All records are to be restated exactly, each line as it reads.

──────

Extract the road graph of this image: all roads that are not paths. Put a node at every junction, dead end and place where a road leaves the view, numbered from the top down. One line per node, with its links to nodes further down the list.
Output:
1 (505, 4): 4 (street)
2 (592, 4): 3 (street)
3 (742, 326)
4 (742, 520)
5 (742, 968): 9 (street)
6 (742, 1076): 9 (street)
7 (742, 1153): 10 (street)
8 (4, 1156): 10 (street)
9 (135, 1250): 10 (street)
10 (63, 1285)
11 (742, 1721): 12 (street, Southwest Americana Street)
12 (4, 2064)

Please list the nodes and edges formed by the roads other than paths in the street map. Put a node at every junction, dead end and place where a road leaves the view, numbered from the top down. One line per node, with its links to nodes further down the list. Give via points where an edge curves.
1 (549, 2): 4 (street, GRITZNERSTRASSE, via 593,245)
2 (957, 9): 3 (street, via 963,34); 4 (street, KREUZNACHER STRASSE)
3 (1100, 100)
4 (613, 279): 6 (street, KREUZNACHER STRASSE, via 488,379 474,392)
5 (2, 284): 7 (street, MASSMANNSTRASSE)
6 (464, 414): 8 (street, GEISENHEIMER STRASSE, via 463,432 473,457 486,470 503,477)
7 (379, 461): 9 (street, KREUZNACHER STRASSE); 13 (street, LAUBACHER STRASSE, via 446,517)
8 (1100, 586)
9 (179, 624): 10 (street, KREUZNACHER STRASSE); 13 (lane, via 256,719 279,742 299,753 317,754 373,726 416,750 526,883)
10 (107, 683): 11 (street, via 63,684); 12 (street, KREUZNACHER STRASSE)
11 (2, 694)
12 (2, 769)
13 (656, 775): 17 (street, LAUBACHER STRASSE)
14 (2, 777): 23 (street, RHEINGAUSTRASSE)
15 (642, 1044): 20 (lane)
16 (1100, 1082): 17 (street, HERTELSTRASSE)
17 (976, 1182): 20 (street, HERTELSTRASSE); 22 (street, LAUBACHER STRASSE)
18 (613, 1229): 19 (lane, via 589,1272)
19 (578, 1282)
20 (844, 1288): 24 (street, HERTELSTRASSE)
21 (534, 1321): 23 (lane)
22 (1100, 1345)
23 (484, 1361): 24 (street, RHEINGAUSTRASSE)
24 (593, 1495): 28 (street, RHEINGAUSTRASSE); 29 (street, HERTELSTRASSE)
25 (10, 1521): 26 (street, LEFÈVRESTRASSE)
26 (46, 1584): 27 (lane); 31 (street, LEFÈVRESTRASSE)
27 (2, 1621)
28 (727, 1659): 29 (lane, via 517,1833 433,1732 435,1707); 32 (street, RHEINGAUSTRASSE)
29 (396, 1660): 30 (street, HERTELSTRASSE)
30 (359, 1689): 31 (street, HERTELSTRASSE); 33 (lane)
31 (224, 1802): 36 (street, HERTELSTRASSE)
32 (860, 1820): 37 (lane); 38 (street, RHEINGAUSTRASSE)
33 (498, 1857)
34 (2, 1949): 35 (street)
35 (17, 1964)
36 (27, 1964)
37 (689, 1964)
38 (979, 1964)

──────

# Result
Extract the road graph of this image: all roads that are not paths. Put a node at every junction, dead end and place where a road leaves the view, numbered from the top down. One line per node, with its links to nodes further down the list.
Output:
1 (505, 4): 4 (street)
2 (592, 4): 3 (street)
3 (742, 326)
4 (742, 520)
5 (742, 968): 9 (street)
6 (742, 1076): 9 (street)
7 (742, 1153): 10 (street)
8 (4, 1156): 10 (street)
9 (135, 1250): 10 (street)
10 (63, 1285)
11 (742, 1721): 12 (street, Southwest Americana Street)
12 (4, 2064)

Please list the nodes and edges formed by the roads other than paths in the street map. Put a node at every junction, dead end and place where a road leaves the view, numbered from the top down. One line per node, with its links to nodes further down the list. Give via points where an edge curves.
1 (549, 2): 4 (street, GRITZNERSTRASSE, via 593,245)
2 (957, 9): 3 (street, via 963,34); 4 (street, KREUZNACHER STRASSE)
3 (1100, 100)
4 (613, 279): 6 (street, KREUZNACHER STRASSE, via 488,379 474,392)
5 (2, 284): 7 (street, MASSMANNSTRASSE)
6 (464, 414): 8 (street, GEISENHEIMER STRASSE, via 463,432 473,457 486,470 503,477)
7 (379, 461): 9 (street, KREUZNACHER STRASSE); 13 (street, LAUBACHER STRASSE, via 446,517)
8 (1100, 586)
9 (179, 624): 10 (street, KREUZNACHER STRASSE); 13 (lane, via 256,719 279,742 299,753 317,754 373,726 416,750 526,883)
10 (107, 683): 11 (street, via 63,684); 12 (street, KREUZNACHER STRASSE)
11 (2, 694)
12 (2, 769)
13 (656, 775): 17 (street, LAUBACHER STRASSE)
14 (2, 777): 23 (street, RHEINGAUSTRASSE)
15 (642, 1044): 20 (lane)
16 (1100, 1082): 17 (street, HERTELSTRASSE)
17 (976, 1182): 20 (street, HERTELSTRASSE); 22 (street, LAUBACHER STRASSE)
18 (613, 1229): 19 (lane, via 589,1272)
19 (578, 1282)
20 (844, 1288): 24 (street, HERTELSTRASSE)
21 (534, 1321): 23 (lane)
22 (1100, 1345)
23 (484, 1361): 24 (street, RHEINGAUSTRASSE)
24 (593, 1495): 28 (street, RHEINGAUSTRASSE); 29 (street, HERTELSTRASSE)
25 (10, 1521): 26 (street, LEFÈVRESTRASSE)
26 (46, 1584): 27 (lane); 31 (street, LEFÈVRESTRASSE)
27 (2, 1621)
28 (727, 1659): 29 (lane, via 517,1833 433,1732 435,1707); 32 (street, RHEINGAUSTRASSE)
29 (396, 1660): 30 (street, HERTELSTRASSE)
30 (359, 1689): 31 (street, HERTELSTRASSE); 33 (lane)
31 (224, 1802): 36 (street, HERTELSTRASSE)
32 (860, 1820): 37 (lane); 38 (street, RHEINGAUSTRASSE)
33 (498, 1857)
34 (2, 1949): 35 (street)
35 (17, 1964)
36 (27, 1964)
37 (689, 1964)
38 (979, 1964)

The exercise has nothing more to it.